In a recent column the loudest of the Chronicle roamers, Bruce Jenkins, managed to disagree with himself several times, passing the previous single column record.
Jenkins stated “It’s no longer enough to simply enjoy the game. Baseball is all about change now, with the game’s brain trust immersed in experimentation.”
This was all about Jenkins’ dislike of the predominance of infield/outfield shifts in the game today. His solution?

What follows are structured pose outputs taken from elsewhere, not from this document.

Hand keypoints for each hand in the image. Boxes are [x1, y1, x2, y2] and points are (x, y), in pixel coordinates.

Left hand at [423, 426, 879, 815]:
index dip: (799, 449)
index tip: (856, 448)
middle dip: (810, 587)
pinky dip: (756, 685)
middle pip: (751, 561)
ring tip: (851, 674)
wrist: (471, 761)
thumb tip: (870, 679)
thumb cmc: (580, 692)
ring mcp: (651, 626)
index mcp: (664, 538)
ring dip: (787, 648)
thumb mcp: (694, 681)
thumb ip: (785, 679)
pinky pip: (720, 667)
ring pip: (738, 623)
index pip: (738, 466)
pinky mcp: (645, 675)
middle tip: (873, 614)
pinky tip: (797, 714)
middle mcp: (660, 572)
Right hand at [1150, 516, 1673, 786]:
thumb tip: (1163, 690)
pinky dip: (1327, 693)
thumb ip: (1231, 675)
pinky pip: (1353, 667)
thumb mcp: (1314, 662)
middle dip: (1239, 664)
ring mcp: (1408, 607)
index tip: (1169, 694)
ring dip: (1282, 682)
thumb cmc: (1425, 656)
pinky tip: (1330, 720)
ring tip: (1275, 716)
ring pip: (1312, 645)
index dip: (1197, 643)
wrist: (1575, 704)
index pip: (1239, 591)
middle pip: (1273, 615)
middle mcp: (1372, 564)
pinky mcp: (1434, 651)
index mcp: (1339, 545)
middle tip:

Ban the shifts and for the first time in MLB history create new rules to limit exactly where infielders can stand on the field.
So while Jenkins whines about change and experimentation ruining the game, he counters with a big helping of just that: new rules and experimentation.
Because never in the 145-year history of baseball have there been any rules directing where infielders and outfielders should stand, or that have limited their movements. Never.
Jenkins, and other grumpy luddites, desperately want to see more singles and fewer home runs; they want to limit exceptional pitching and defense and add more bunting. They are perplexed why teams have stopped trying to steal bases the way teams used to in the last century.
It’s funny, I guess it never occurs to people like Bruce Jenkins that with the extensive information we can now access through advanced analytics, questions like “does trying to steal bases score more runs than not trying to steal bases?” can now be answered with actual empirical evidence instead of old timey opinions.
And the answer is… no. Decades of results have shown that base stealing creates more outs and fewer runs. Which, as I recall, is the opposite of what one is looking to do when playing the grand old game.
By the way, Major League Baseball has commissioned several recent questionnaire studies of what baseball fans want and don’t want. Surprise! It turns out fans don’t hate home runs and they don’t miss singles.
They do want a faster game pace and several recently applied rules have contributed to that, like the three-batter minimum for relief pitchers. Adding a pitcher’s clock and automated umpires would also speed up the pace— so let’s hope that gets done sooner than later.
As for those who want to turn the game’s clock back to that long ago time when they were actually following the game on the field, I have a suggestion. Pay more attention to the 2021 game on the field, because it’s obvious you’re missing a lot of really great baseball happening right in front of your eyes.